Still, it nags me a bit, copying the map just to get a new map with a few k->v entries tacked onto it.
I could go mutable and params.put("bar", bar), etc. for the entries I want to tack on, and then params.toMap to convert to immutable for the api call, that is an option. but then I have to import and pass around mutable maps, which is a bit of hassle compared to going with Scala's default immutable Map.
So, what are the general guidelines for when it is justified/good practice to use mutable Map over immutable Maps?
Thanks
EDIT
so, it appears that an add operation on an immutable map takes near constant time, confirming #dhg's and #Nicolas's assertion that a full copy is not made, which solves the problem for the concrete case presented.
Depending on the immutable Map implementation, adding a few entries may not actually copy the entire original Map. This is one of the advantages to the immutable data structure approach: Scala will try to get away with copying as little as possible.
This kind of behavior is easiest to see with a List. If I have a val a = List(1,2,3), then that list is stored in memory. However, if I prepend an additional element like val b = 0 :: a, I do get a new 4-element List back, but Scala did not copy the orignal list a. Instead, we just created one new link, called it b, and gave it a pointer to the existing List a.
You can envision strategies like this for other kinds of collections as well. For example, if I add one element to a Map, the collection could simply wrap the existing map, falling back to it when needed, all while providing an API as if it were a single Map.
Using a mutable object is not bad in itself, it becomes bad in a functional programming environment, where you try to avoid side-effects by keeping functions pure and objects immutable.
However, if you create a mutable object inside a function and modify this object, the function is still pure if you don't release a reference to this object outside the function. It is acceptable to have code like:
def buildVector( x: Double, y: Double, z: Double ): Vector[Double] = {
val ary = Array.ofDim[Double]( 3 )
ary( 0 ) = x
ary( 1 ) = y
ary( 2 ) = z
ary.toVector
}
Now, I think this approach is useful/recommended in two cases: (1) Performance, if creating and modifying an immutable object is a bottleneck of your whole application; (2) Code readability, because sometimes it's easier to modify a complex object in place (rather than resorting to lenses, zippers, etc.)

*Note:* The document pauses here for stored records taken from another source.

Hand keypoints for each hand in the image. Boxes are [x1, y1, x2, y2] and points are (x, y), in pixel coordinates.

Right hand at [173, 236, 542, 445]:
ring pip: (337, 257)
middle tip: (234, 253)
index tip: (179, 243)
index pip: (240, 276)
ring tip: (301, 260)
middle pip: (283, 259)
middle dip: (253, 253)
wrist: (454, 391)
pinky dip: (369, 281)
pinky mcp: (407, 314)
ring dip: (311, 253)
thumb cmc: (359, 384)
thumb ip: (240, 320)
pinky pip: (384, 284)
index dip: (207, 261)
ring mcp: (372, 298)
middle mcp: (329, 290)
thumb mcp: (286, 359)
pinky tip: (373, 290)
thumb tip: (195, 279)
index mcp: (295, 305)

In addition to dhg's answer, you can take a look to the performance of the scala collections. If an add/remove operation doesn't take a linear time, it must do something else than just simply copying the entire structure. (Note that the converse is not true: it's not beacuase it takes linear time that your copying the whole structure)

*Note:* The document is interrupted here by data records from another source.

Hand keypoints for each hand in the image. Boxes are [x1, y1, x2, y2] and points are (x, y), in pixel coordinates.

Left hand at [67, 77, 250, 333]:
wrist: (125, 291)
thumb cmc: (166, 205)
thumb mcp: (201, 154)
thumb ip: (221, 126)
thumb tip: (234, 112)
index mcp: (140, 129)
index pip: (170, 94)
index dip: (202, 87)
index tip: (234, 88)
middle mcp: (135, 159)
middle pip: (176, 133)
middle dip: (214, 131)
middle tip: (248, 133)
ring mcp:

I like to use collections.maps as the declared parameter types (input or return values) rather than mutable or immutable maps. The Collections maps are immutable interfaces that work for both types of implementations. A consumer method using a map really doesn't need to know about a map implementation or how it was constructed. (It's really none of its business anyway).

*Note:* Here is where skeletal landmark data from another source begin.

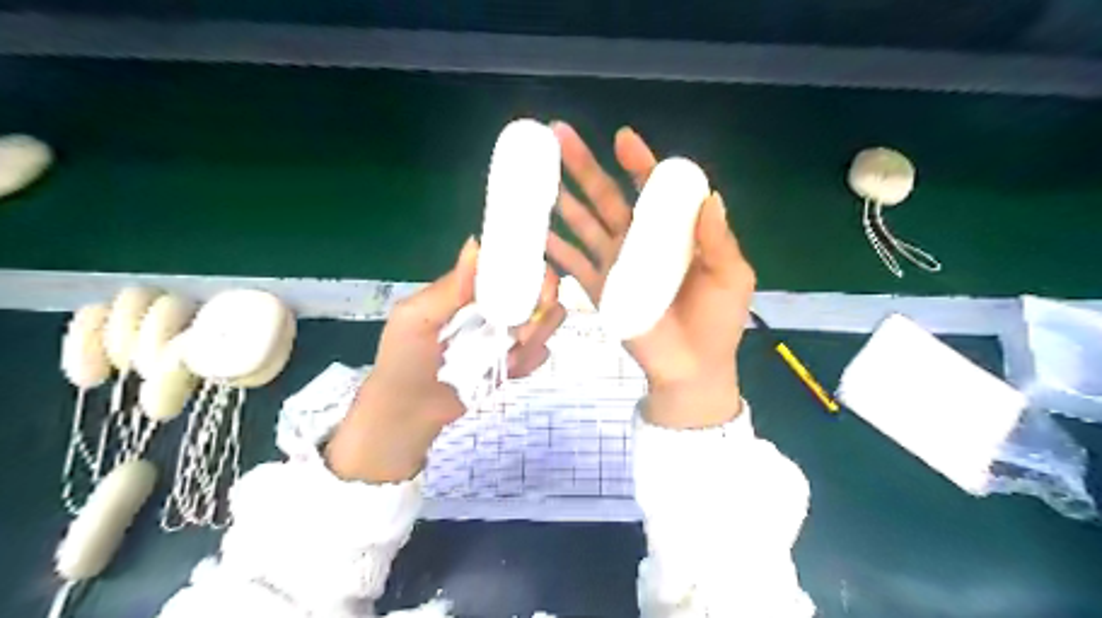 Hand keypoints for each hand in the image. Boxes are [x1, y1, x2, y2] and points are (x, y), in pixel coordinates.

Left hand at [323, 236, 566, 481]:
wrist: (409, 412)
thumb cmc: (403, 360)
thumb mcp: (417, 317)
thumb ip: (450, 287)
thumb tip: (475, 244)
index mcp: (472, 291)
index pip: (511, 266)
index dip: (530, 269)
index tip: (535, 284)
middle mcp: (495, 306)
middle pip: (540, 291)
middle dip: (543, 306)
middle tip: (524, 330)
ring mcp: (508, 334)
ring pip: (546, 321)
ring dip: (537, 336)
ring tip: (510, 357)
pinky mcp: (516, 362)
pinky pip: (541, 353)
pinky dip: (532, 360)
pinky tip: (510, 370)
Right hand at [546, 122, 754, 427]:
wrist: (692, 367)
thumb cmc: (717, 320)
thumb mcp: (731, 276)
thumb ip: (719, 240)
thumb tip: (711, 197)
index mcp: (671, 231)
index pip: (652, 188)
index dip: (638, 163)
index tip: (622, 139)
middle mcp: (638, 239)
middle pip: (605, 196)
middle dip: (582, 166)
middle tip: (557, 135)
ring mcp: (614, 263)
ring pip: (582, 222)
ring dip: (560, 199)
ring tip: (534, 176)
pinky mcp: (599, 288)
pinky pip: (571, 263)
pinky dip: (552, 247)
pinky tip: (533, 230)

If you go with the approach of hiding a map's particular construction (be it mutable or immutable) from the consumers who use it then you're still getting an essentially immutable map downstream. And by using collection.Map as an immutable interface you completely remove all the ".toMap" inefficiency that you would have with consumers written to use immutable.Map typed objects. Having to convert a completely constructed map into another one simply to comply to an interface not supported by the first one really is absolutely unnecessary overhead when you think about it.
I suspect in a few years from now we'll look back at the three separate sets of interfaces (mutable maps, immutable maps, and collections maps) and realize that 99% of the time only 2 are really needed (mutable and collections) and that using the (unfortunately) default immutable map interface really adds a lot of unnecessary overhead for the "Scalable Language".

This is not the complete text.